Bug 1937920

Summary: Multiple live migration can be created at once for the same VMI, they will run in parallel and make a mess
Product: Container Native Virtualization (CNV) Reporter: Jed Lejosne <jlejosne>
Component: VirtualizationAssignee: Jed Lejosne <jlejosne>
Status: CLOSED ERRATA QA Contact: Kedar Bidarkar <kbidarka>
Severity: high Docs Contact:
Priority: unspecified    
Version: 2.6.0CC: cnv-qe-bugs, kbidarka, sgott
Target Milestone: ---   
Target Release: 4.8.0   
Hardware: All   
OS: All   
Whiteboard:
Fixed In Version: hco-bundle-registry-container-v4.8.0-347 virt-operator-container-v4.8.0-58 Doc Type: If docs needed, set a value
Doc Text:
Story Points: ---
Clone Of: Environment:
Last Closed: 2021-07-27 14:28:41 UTC Type: Bug
Regression: --- Mount Type: ---
Documentation: --- CRM:
Verified Versions: Category: ---
oVirt Team: --- RHEL 7.3 requirements from Atomic Host:
Cloudforms Team: --- Target Upstream Version:
Embargoed:

Description Jed Lejosne 2021-03-11 18:00:37 UTC
Description of problem:
Nothing prevents a user from creating multiple live migration objects for the same VMI in a quick burst, and nothing ensures those will be handled correctly.
That will result in all of them trying to run in parallel, potentially creating race conditions.

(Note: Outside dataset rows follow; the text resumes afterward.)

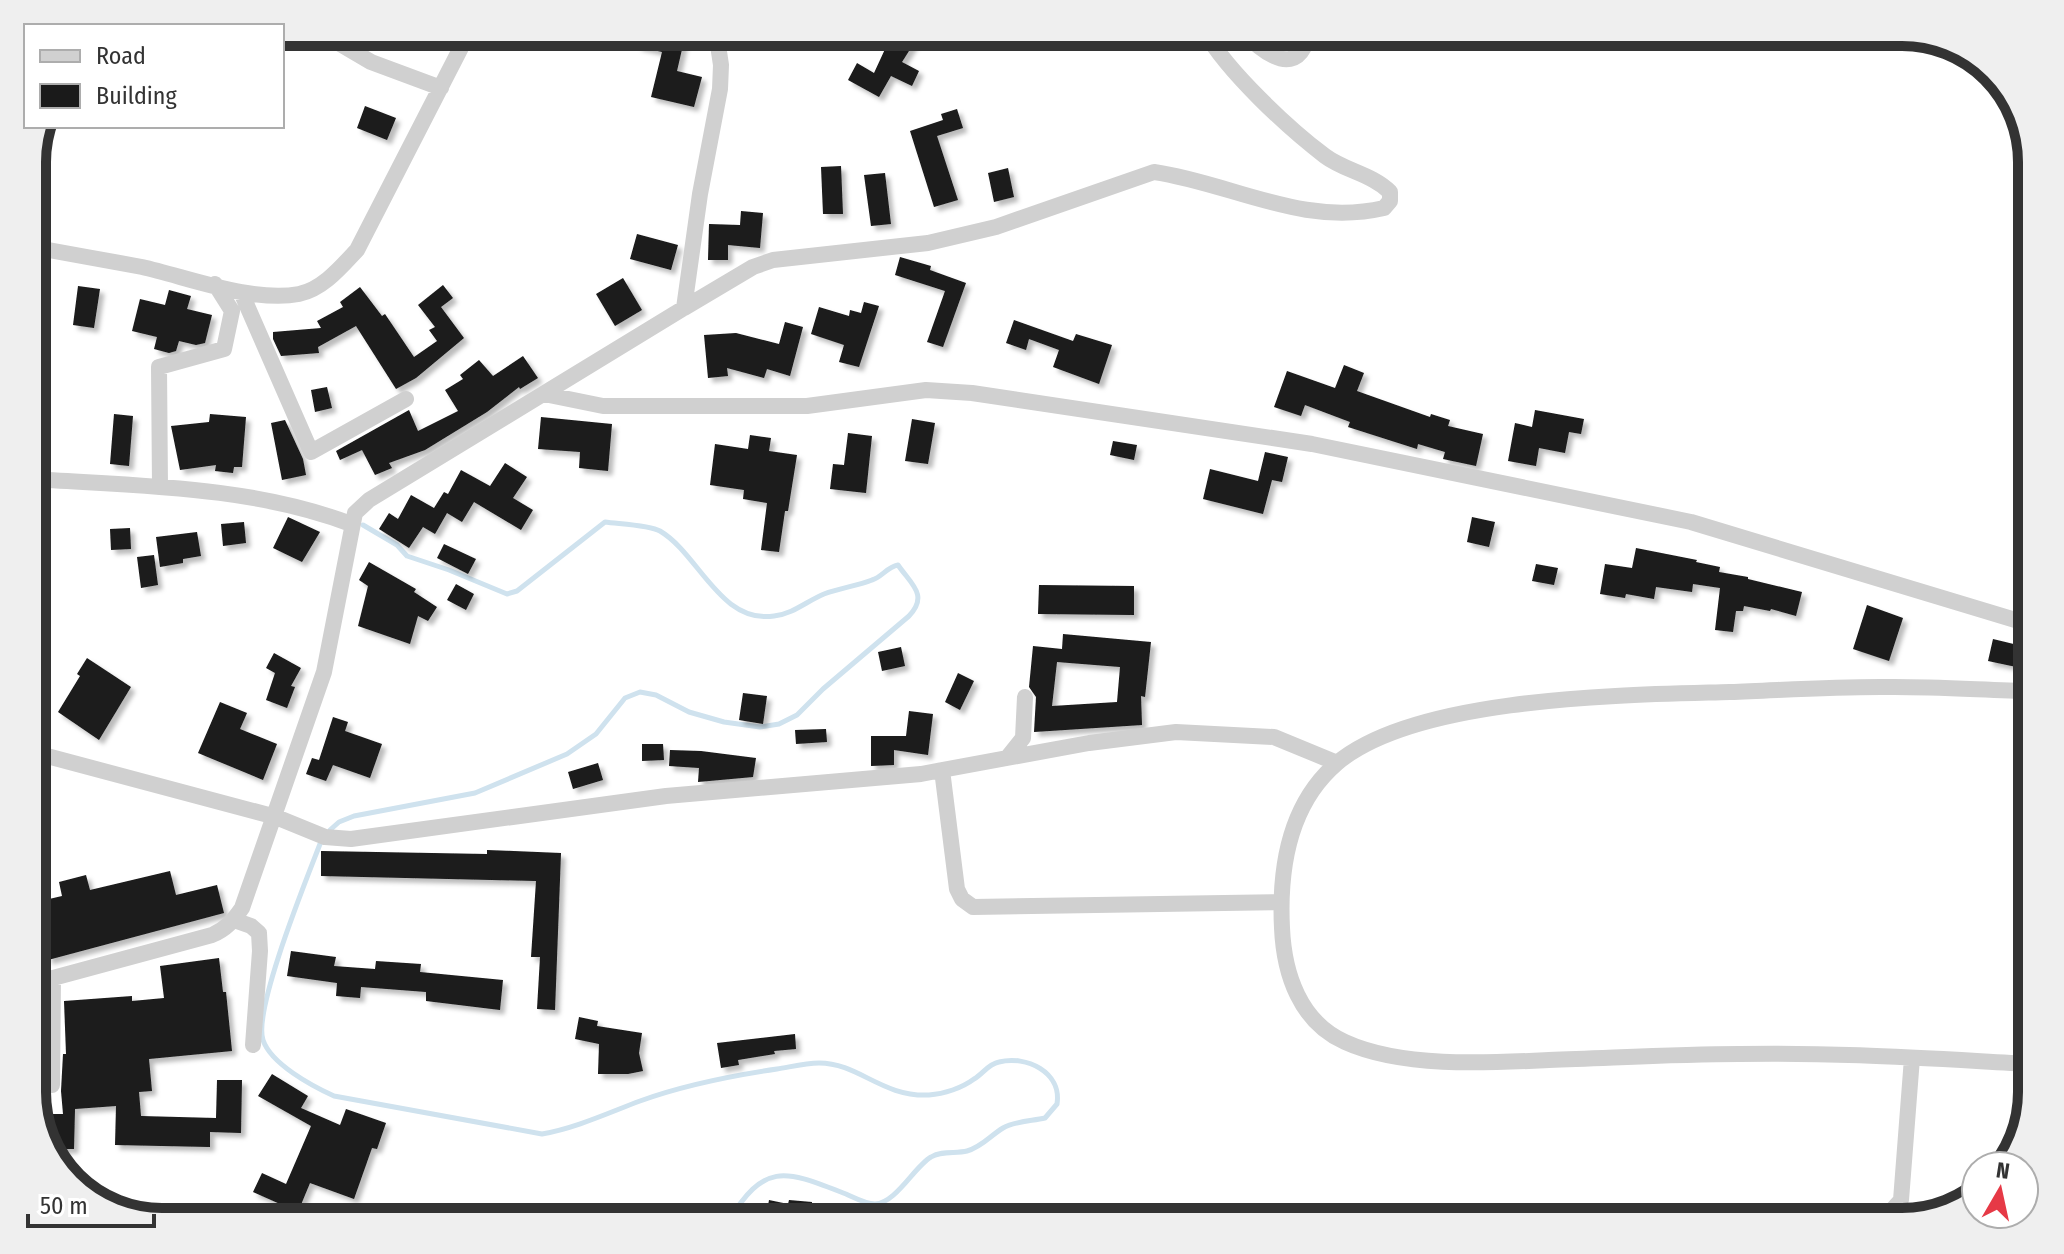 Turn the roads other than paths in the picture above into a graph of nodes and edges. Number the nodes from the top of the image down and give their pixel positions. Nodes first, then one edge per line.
1 (344, 46) edge
2 (462, 46) edge
3 (718, 46) edge
4 (1214, 46) edge
5 (1259, 46) edge
6 (1304, 46) edge
7 (441, 88) junction
8 (46, 250) edge
9 (215, 284) junction
10 (241, 292) junction
11 (684, 308) junction
12 (544, 394) junction
13 (406, 399) dead end
14 (46, 480) edge
15 (160, 487) junction
16 (351, 524) junction
17 (2018, 621) edge
18 (2018, 691) edge
19 (1025, 697) dead end
20 (46, 756) edge
21 (1007, 758) junction
22 (1337, 763) junction
23 (942, 770) junction
24 (276, 817) junction
25 (1281, 902) junction
26 (234, 920) junction
27 (53, 978) junction
28 (46, 981) edge
29 (253, 1045) dead end
30 (1912, 1058) junction
31 (2018, 1063) edge
32 (52, 1085) dead end
33 (1894, 1208) edge

1 - 7 street
2 - 7 street
3 - 11 street
4 - 11 street
5 - 6 street
7 - 10 street
8 - 9 street
9 - 10 street
9 - 15 street
10 - 13 street
11 - 12 street
12 - 16 street
12 - 17 street
14 - 15 street
15 - 16 street
16 - 24 street
18 - 22 street
19 - 21 street
20 - 24 street
21 - 22 street
21 - 23 street
22 - 25 street
23 - 24 street
23 - 25 street
24 - 26 street
25 - 30 street
26 - 27 street
26 - 29 street
27 - 28 street
27 - 32 street
30 - 31 street
30 - 33 street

Version-Release number of selected component (if applicable):


How reproducible:
100%

Steps to Reproduce:
1. Create a VMI, either directly or by starting a VM
2. Create multiple migrations for that VMI, either in a single yaml file, or in multiple ones that get created one after the other rather quickly
3.

Actual results:
*Usually* the migration that was created last will succeed, the other ones will fail and leave behind a Completed virt-launcher pod

Expected results:
Either the creation of more than one migration for one VMI is denied (could be hard to prevent all race conditions),
or all the migrations run one after the other (seems kind of pointless),
or all but one fail "gracefully", i.e. before even attempting to create a target virt-launcher pod (probably a good compromise).

Additional info:

Comment 2 sgott 2021-03-15 21:05:54 UTC
This situation sounds like it would be easy to avoid by not creating multiple migrations at once. However, it's reasonable to assume there will exist workflows that make this more likely.

The impact of this is fairly significant because if this is triggered, it can cause data corruption.

Comment 3 Shaul Garbourg 2021-03-18 13:11:44 UTC
https://github.com/kubevirt/kubevirt/pull/5242

Comment 4 Jed Lejosne 2021-03-31 17:26:31 UTC
Master PR merged.
PR backported to:
- release-0.36 (CNV 2.6.z): https://github.com/kubevirt/kubevirt/pull/5365
- release-0.34 (CNV 2.5.z): https://github.com/kubevirt/kubevirt/pull/5366

Comment 5 sgott 2021-05-19 11:43:18 UTC
To verify:

1) attempt to create 2 migrations at same time. suggest scripting this.
2) observe that second migration is rejected

Comment 6 Kedar Bidarkar 2021-05-31 16:29:20 UTC
Summary: Multiple migrations is rejected successfully, as seen below.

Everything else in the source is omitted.